McDonald, Jacob J.; Brock, Billy C.; Clem, Paul G.; Paquette, Joshua P.; Patitz, Ward E.; Calkins, David C.; Loui, Hung L.

In recent years, increasing deployment of large wind-turbine farms has become an issue of growing concern for the radar community. The large radar cross section (RCS) presented by wind turbines interferes with radar operation, and the Doppler shift caused by blade rotation causes problems identifying and tracking moving targets. Each new wind-turbine farm installation must be carefully evaluated for potential disruption of radar operation for air defense, air traffic control, weather sensing, and other applications. Several approaches currently exist to minimize conflict between wind-turbine farms and radar installations, including procedural adjustments, radar upgrades, and proper choice of low-impact wind-farm sites, but each has problems with limited effectiveness or prohibitive cost.

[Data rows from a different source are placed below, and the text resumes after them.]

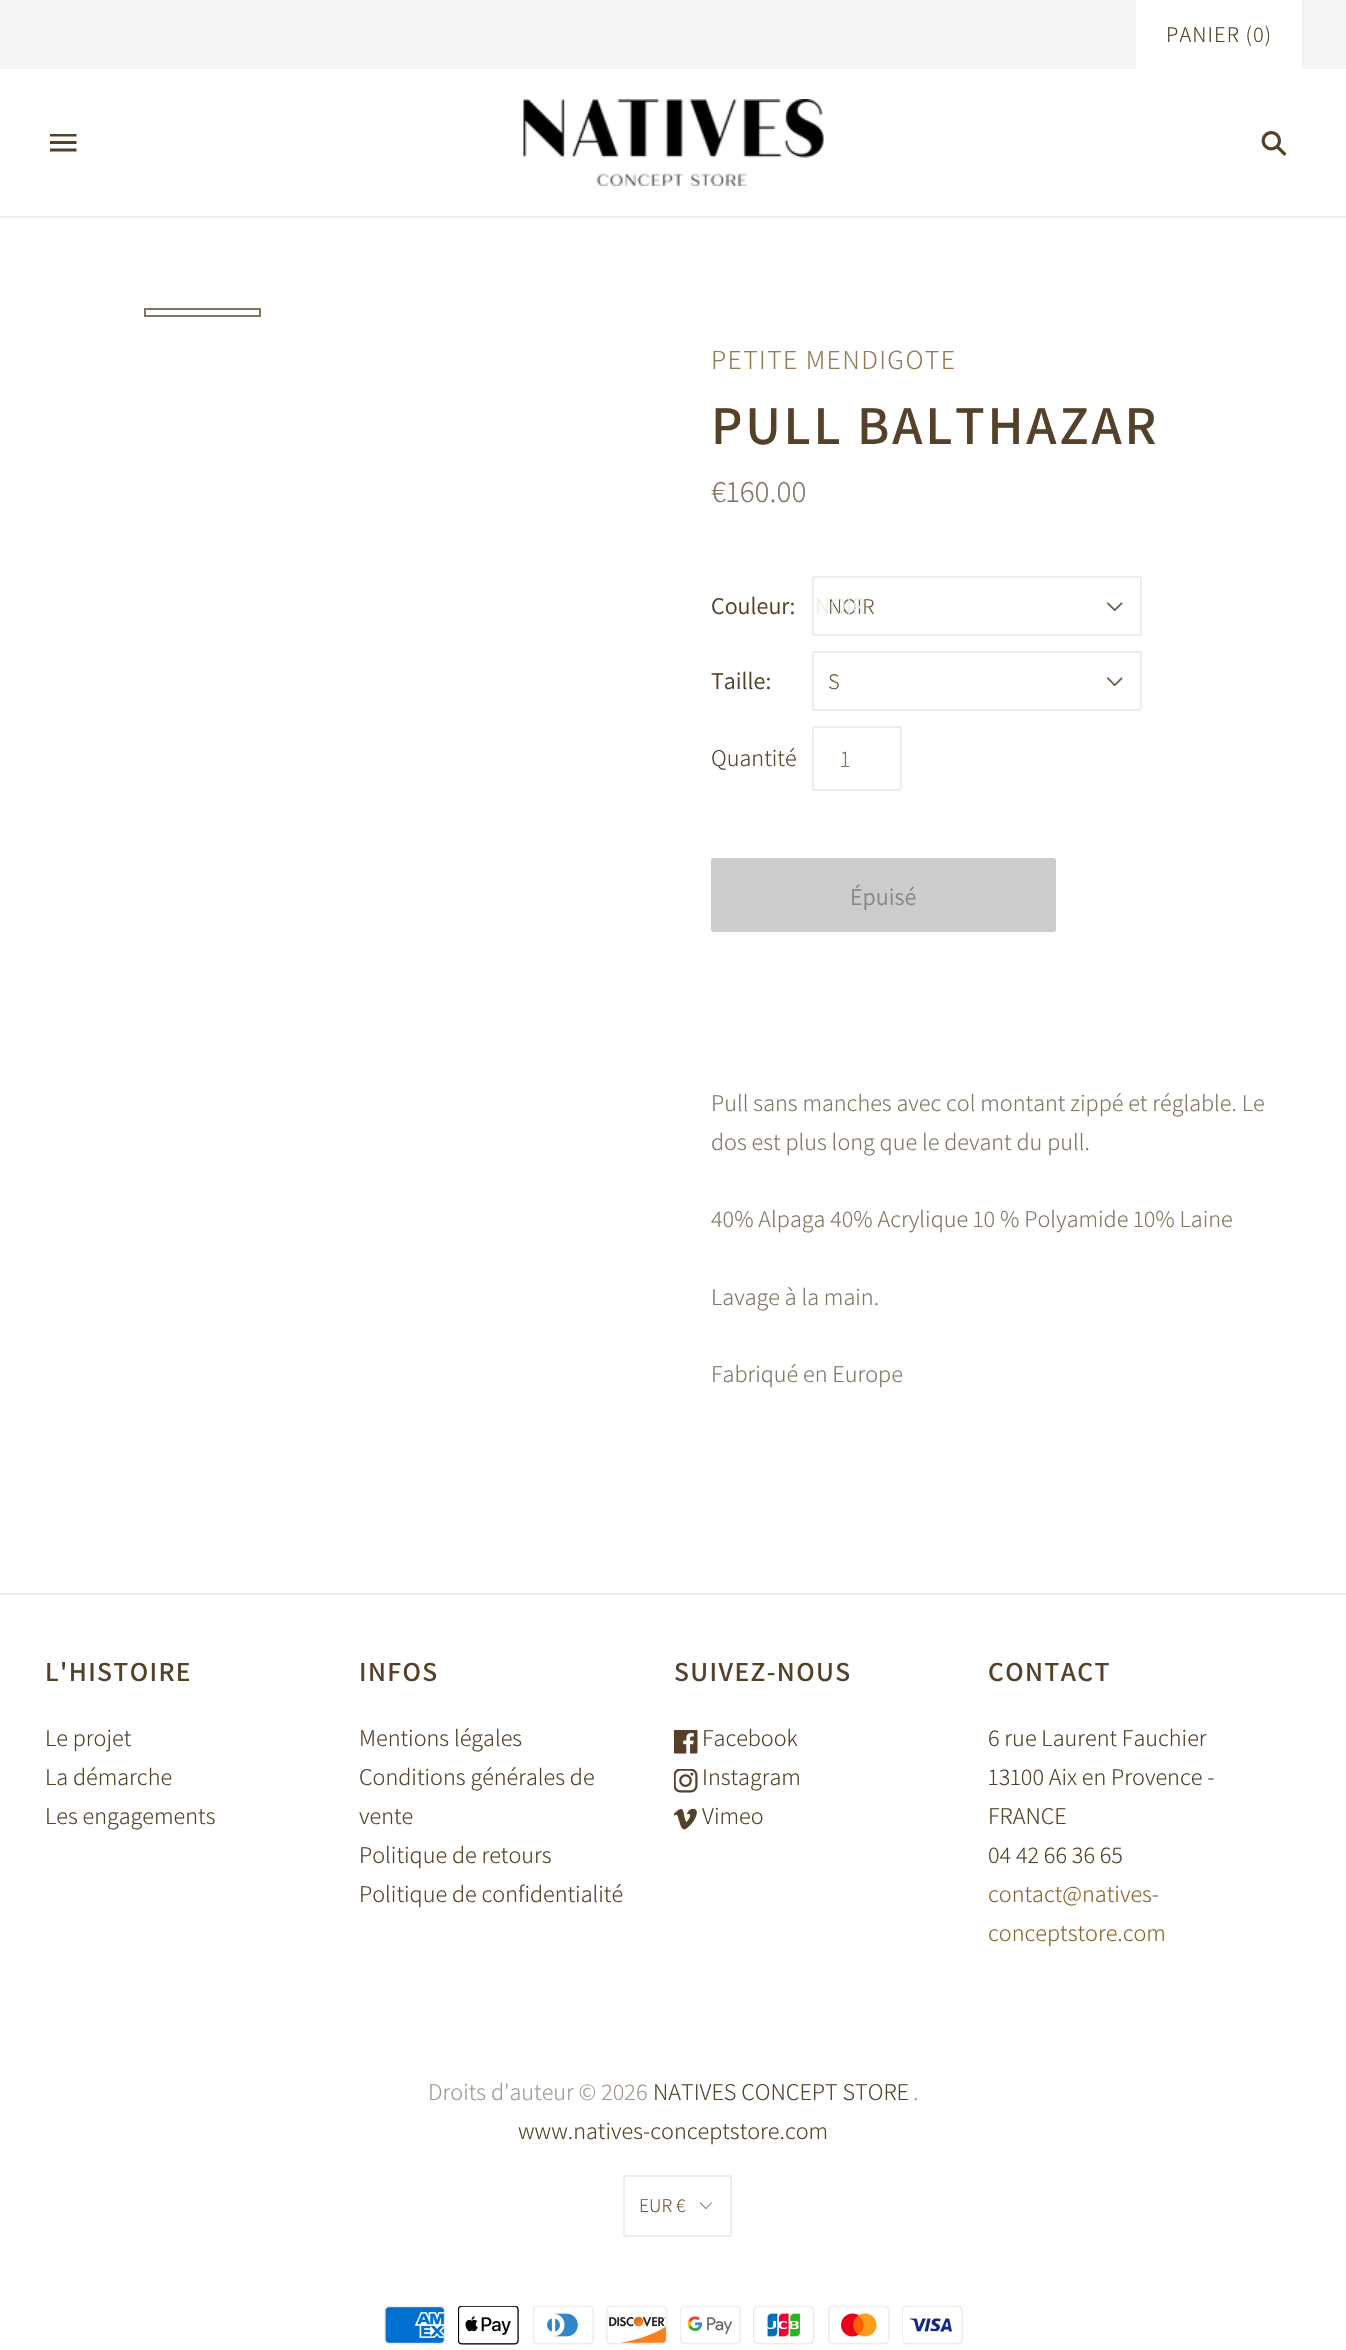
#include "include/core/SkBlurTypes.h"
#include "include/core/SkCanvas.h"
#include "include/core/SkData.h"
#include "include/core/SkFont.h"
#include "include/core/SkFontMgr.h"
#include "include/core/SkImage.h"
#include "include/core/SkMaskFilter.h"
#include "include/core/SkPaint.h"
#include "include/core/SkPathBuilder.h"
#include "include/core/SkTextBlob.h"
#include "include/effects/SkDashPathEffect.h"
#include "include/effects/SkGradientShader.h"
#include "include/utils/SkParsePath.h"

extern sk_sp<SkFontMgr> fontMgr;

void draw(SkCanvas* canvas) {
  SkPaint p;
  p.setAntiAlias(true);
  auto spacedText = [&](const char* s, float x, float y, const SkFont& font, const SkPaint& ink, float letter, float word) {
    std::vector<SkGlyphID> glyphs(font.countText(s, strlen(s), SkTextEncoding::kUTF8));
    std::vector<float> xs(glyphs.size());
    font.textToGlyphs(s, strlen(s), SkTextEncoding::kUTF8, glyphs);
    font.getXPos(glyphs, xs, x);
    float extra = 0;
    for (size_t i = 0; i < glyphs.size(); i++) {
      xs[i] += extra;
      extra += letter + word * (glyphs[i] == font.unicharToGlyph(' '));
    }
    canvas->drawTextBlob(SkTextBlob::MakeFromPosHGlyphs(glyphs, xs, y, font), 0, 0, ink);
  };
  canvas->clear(SK_ColorWHITE);
  p.setColor(SkColorSetRGB(237, 236, 234));
  canvas->drawRect(SkRect::MakeLTRB(0, 216, 1346, 218), p);
  p.setColor(SkColorSetRGB(245, 244, 242));
  canvas->drawRect(SkRect::MakeLTRB(0, 0, 1346, 69), p);
  p.setColor(SK_ColorWHITE);
  canvas->drawRect(SkRect::MakeLTRB(1136, 0, 1302, 69), p);
  canvas->drawImageRect(SkImages::DeferredFromEncodedData(SkData::MakeFromFileName("images/1.png")), SkRect::MakeLTRB(50, 134, 77, 152), SkSamplingOptions());
  canvas->drawImageRect(SkImages::DeferredFromEncodedData(SkData::MakeFromFileName("images/2.png")), SkRect::MakeLTRB(523, 99, 824, 186), SkSamplingOptions());
  canvas->drawImageRect(SkImages::DeferredFromEncodedData(SkData::MakeFromFileName("images/3.png")), SkRect::MakeLTRB(1261, 131, 1287, 156), SkSamplingOptions());
  p.setStyle(SkPaint::kStroke_Style);
  p.setStrokeWidth(2);
  p.setColor(SkColorSetRGB(129, 117, 98));
  canvas->drawRect(SkRect::MakeLTRB(145, 309, 260, 316), p);
  p.setColor(SkColorSetRGB(237, 236, 234));
  canvas->drawRoundRect(SkRect::MakeLTRB(813, 577, 1141, 635), 2, 2, p);
  canvas->drawImageRect(SkImages::DeferredFromEncodedData(SkData::MakeFromFileName("images/4.png")), SkRect::MakeLTRB(1107, 602, 1123, 611), SkSamplingOptions());
  canvas->drawRoundRect(SkRect::MakeLTRB(813, 652, 1141, 710), 2, 2, p);
  canvas->drawImageRect(SkImages::DeferredFromEncodedData(SkData::MakeFromFileName("images/4.png")), SkRect::MakeLTRB(1107, 677, 1123, 686), SkSamplingOptions());
  canvas->drawRoundRect(SkRect::MakeLTRB(813, 727, 901, 790), 2, 2, p);
  p.setStyle(SkPaint::kFill_Style);
  p.setColor(SkColorSetRGB(204, 204, 204));
  canvas->drawRoundRect(SkRect::MakeLTRB(711, 858, 1056, 932), 3, 3, p);
  p.setColor(SkColorSetRGB(237, 236, 234));
  canvas->drawRect(SkRect::MakeLTRB(0, 1593, 1346, 1595), p);
  canvas->drawImageRect(SkImages::DeferredFromEncodedData(SkData::MakeFromFileName("images/5.png")), SkRect::MakeLTRB(674, 1730, 698, 1754), SkSamplingOptions());
  canvas->drawImageRect(SkImages::DeferredFromEncodedData(SkData::MakeFromFileName("images/6.png")), SkRect::MakeLTRB(674, 1769, 698, 1793), SkSamplingOptions());
  canvas->drawImageRect(SkImages::DeferredFromEncodedData(SkData::MakeFromFileName("images/7.png")), SkRect::MakeLTRB(674, 1808, 697, 1830), SkSamplingOptions());
  p.setStyle(SkPaint::kStroke_Style);
  canvas->drawRoundRect(SkRect::MakeLTRB(624, 2176, 731, 2236), 2, 2, p);
  canvas->drawImageRect(SkImages::DeferredFromEncodedData(SkData::MakeFromFileName("images/8.png")), SkRect::MakeLTRB(700, 2202, 712, 2210), SkSamplingOptions());
  canvas->drawImageRect(SkImages::DeferredFromEncodedData(SkData::MakeFromFileName("images/9.png")), SkRect::MakeLTRB(384, 2306, 446, 2345), SkSamplingOptions());
  canvas->drawImageRect(SkImages::DeferredFromEncodedData(SkData::MakeFromFileName("images/10.png")), SkRect::MakeLTRB(458, 2306, 519, 2345), SkSamplingOptions());
  canvas->drawImageRect(SkImages::DeferredFromEncodedData(SkData::MakeFromFileName("images/11.png")), SkRect::MakeLTRB(533, 2306, 594, 2345), SkSamplingOptions());
  canvas->drawImageRect(SkImages::DeferredFromEncodedData(SkData::MakeFromFileName("images/12.png")), SkRect::MakeLTRB(606, 2306, 668, 2345), SkSamplingOptions());
  canvas->drawImageRect(SkImages::DeferredFromEncodedData(SkData::MakeFromFileName("images/13.png")), SkRect::MakeLTRB(680, 2306, 741, 2345), SkSamplingOptions());
  canvas->drawImageRect(SkImages::DeferredFromEncodedData(SkData::MakeFromFileName("images/14.png")), SkRect::MakeLTRB(753, 2306, 815, 2345), SkSamplingOptions());
  canvas->drawImageRect(SkImages::DeferredFromEncodedData(SkData::MakeFromFileName("images/15.png")), SkRect::MakeLTRB(828, 2306, 890, 2345), SkSamplingOptions());
  canvas->drawImageRect(SkImages::DeferredFromEncodedData(SkData::MakeFromFileName("images/16.png")), SkRect::MakeLTRB(902, 2306, 963, 2345), SkSamplingOptions());
  SkFont font1(fontMgr->matchFamilyStyle("Assistant", SkFontStyle(300, SkFontStyle::kNormal_Width, SkFontStyle::kUpright_Slant)), 22.25f);
  font1.setSubpixel(true);
  p.setStyle(SkPaint::kFill_Style);
  p.setColor(SkColorSetRGB(84, 65, 40));
  spacedText("PANIER (0)", 1166, 42, font1, p, 1.1f, 0);
  SkFont font2(fontMgr->matchFamilyStyle("Assistant", SkFontStyle(300, SkFontStyle::kNormal_Width, SkFontStyle::kUpright_Slant)), 27.5f);
  font2.setSubpixel(true);
  p.setColor(SkColorSetRGB(147, 122, 84));
  spacedText("PETITE MENDIGOTE", 711, 369, font2, p, 1.4f, 0);
  SkFont font3(fontMgr->matchFamilyStyle("Assistant", SkFontStyle(600, SkFontStyle::kNormal_Width, SkFontStyle::kUpright_Slant)), 54.75f);
  font3.setSubpixel(true);
  p.setColor(SkColorSetRGB(84, 65, 40));
  spacedText("PULL BALTHAZAR", 711, 444, font3, p, 2.75f, 0);
  SkFont font4(fontMgr->matchFamilyStyle("Assistant", SkFontStyle(300, SkFontStyle::kNormal_Width, SkFontStyle::kUpright_Slant)), 31);
  font4.setSubpixel(true);
  p.setColor(SkColorSetRGB(129, 117, 98));
  canvas->drawString("€160.00", 711, 502, font4, p);
  SkFont font5(fontMgr->matchFamilyStyle("Assistant", SkFontStyle::Normal()), 24);
  font5.setSubpixel(true);
  p.setColor(SkColorSetRGB(84, 65, 40));
  canvas->drawString("Couleur:", 711, 614, font5, p);
  p.setColor(SkColorSetRGB(109, 88, 60));
  canvas->drawString("NOIR", 828, 614, font1, p);
  SkFont font6(fontMgr->matchFamilyStyle("Assistant", SkFontStyle(300, SkFontStyle::kNormal_Width, SkFontStyle::kUpright_Slant)), 24);
  font6.setSubpixel(true);
  p.setColor(SkColorSetRGB(237, 235, 231));
  canvas->drawString("NOIR", 815, 614, font6, p);
  p.setColor(SkColorSetRGB(84, 65, 40));
  canvas->drawString("Taille:", 711, 689, font5, p);
  p.setColor(SkColorSetRGB(109, 88, 60));
  canvas->drawString("S", 828, 689, font1, p);
  p.setColor(SkColorSetRGB(84, 65, 40));
  canvas->drawString("Quantité", 711, 766, font6, p);
  p.setColor(SkColorSetRGB(129, 117, 98));
  canvas->drawString("1", 840, 767, font6, p);
  p.setColor(SkColorSetRGB(136, 136, 136));
  canvas->drawString("Épuisé", 850, 905, font5, p);
  p.setColor(SkColorSetRGB(129, 117, 98));
  canvas->drawString("Pull sans manches avec col montant zippé et réglable. Le", 711, 1111, font6, p);
  canvas->drawString("dos est plus long que le devant du pull.", 711, 1150, font6, p);
  canvas->drawString("40% Alpaga 40% Acrylique 10 % Polyamide 10% Laine", 711, 1227, font6, p);
  canvas->drawString("Lavage à la main.", 711, 1305, font6, p);
  canvas->drawString("Fabriqué en Europe", 711, 1382, font6, p);
  SkFont font7(fontMgr->matchFamilyStyle("Assistant", SkFontStyle(600, SkFontStyle::kNormal_Width, SkFontStyle::kUpright_Slant)), 27.5f);
  font7.setSubpixel(true);
  p.setColor(SkColorSetRGB(84, 65, 40));
  spacedText("L'HISTOIRE", 45, 1681, font7, p, 1.4f, 0);
  canvas->drawString("Le projet", 45, 1746, font6, p);
  canvas->drawString("La démarche", 45, 1785, font6, p);
  canvas->drawString("Les engagements", 45, 1824, font6, p);
  spacedText("INFOS", 359, 1681, font7, p, 1.4f, 0);
  canvas->drawString("Mentions légales", 359, 1746, font6, p);
  canvas->drawString("Conditions générales de", 359, 1785, font6, p);
  canvas->drawString("vente", 359, 1824, font6, p);
  canvas->drawString("Politique de retours", 359, 1863, font6, p);
  canvas->drawString("Politique de confidentialité", 359, 1902, font6, p);
  spacedText("SUIVEZ-NOUS", 674, 1681, font7, p, 1.4f, 0);
  canvas->drawString("Facebook", 702, 1746, font6, p);
  canvas->drawString("Instagram", 702, 1785, font6, p);
  canvas->drawString("Vimeo", 702, 1824, font6, p);
  spacedText("CONTACT", 988, 1681, font7, p, 1.4f, 0);
  canvas->drawString("6 rue Laurent Fauchier", 988, 1746, font6, p);
  canvas->drawString("13100 Aix en Provence -", 988, 1785, font6, p);
  canvas->drawString("FRANCE", 988, 1824, font6, p);
  canvas->drawString("04 42 66 36 65", 988, 1863, font6, p);
  p.setColor(SkColorSetRGB(142, 100, 41));
  canvas->drawString("contact@natives-", 988, 1902, font6, p);
  canvas->drawString("conceptstore.com", 988, 1941, font6, p);
  p.setColor(SkColorSetRGB(161, 152, 137));
  canvas->drawString("Droits d'auteur © 2026", 428, 2100, font6, p);
  p.setColor(SkColorSetRGB(84, 65, 40));
  canvas->drawString("NATIVES CONCEPT STORE", 653, 2100, font6, p);
  p.setColor(SkColorSetRGB(161, 152, 137));
  canvas->drawString(".", 913, 2100, font6, p);
  p.setColor(SkColorSetRGB(84, 65, 40));
  canvas->drawString("www.natives-conceptstore.com", 518, 2139, font6, p);
  SkFont font8(fontMgr->matchFamilyStyle("Assistant", SkFontStyle(300, SkFontStyle::kNormal_Width, SkFontStyle::kUpright_Slant)), 19.5f);
  font8.setSubpixel(true);
  p.setColor(SkColorSetRGB(109, 88, 60));
  canvas->drawString("EUR €", 639, 2212, font8, p);
}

An alternative approach, heretofore not technically feasible, is to reduce the RCS of wind turbines to the extent that they can be installed near existing radar installations. This report summarizes efforts to reduce wind-turbine RCS, with a particular emphasis on the blades. The report begins with a survey of the wind-turbine RCS-reduction literature to establish a baseline for comparison. The following topics are then addressed: electromagnetic model development and validation, novel material development, integration into wind-turbine fabrication processes, integrated-absorber design, and wind-turbine RCS modeling. Related topics of interest, including alternative mitigation techniques (procedural, at-the-radar, etc.), an introduction to RCS and electromagnetic scattering, and RCS-reduction modeling techniques, can be found in a previous report.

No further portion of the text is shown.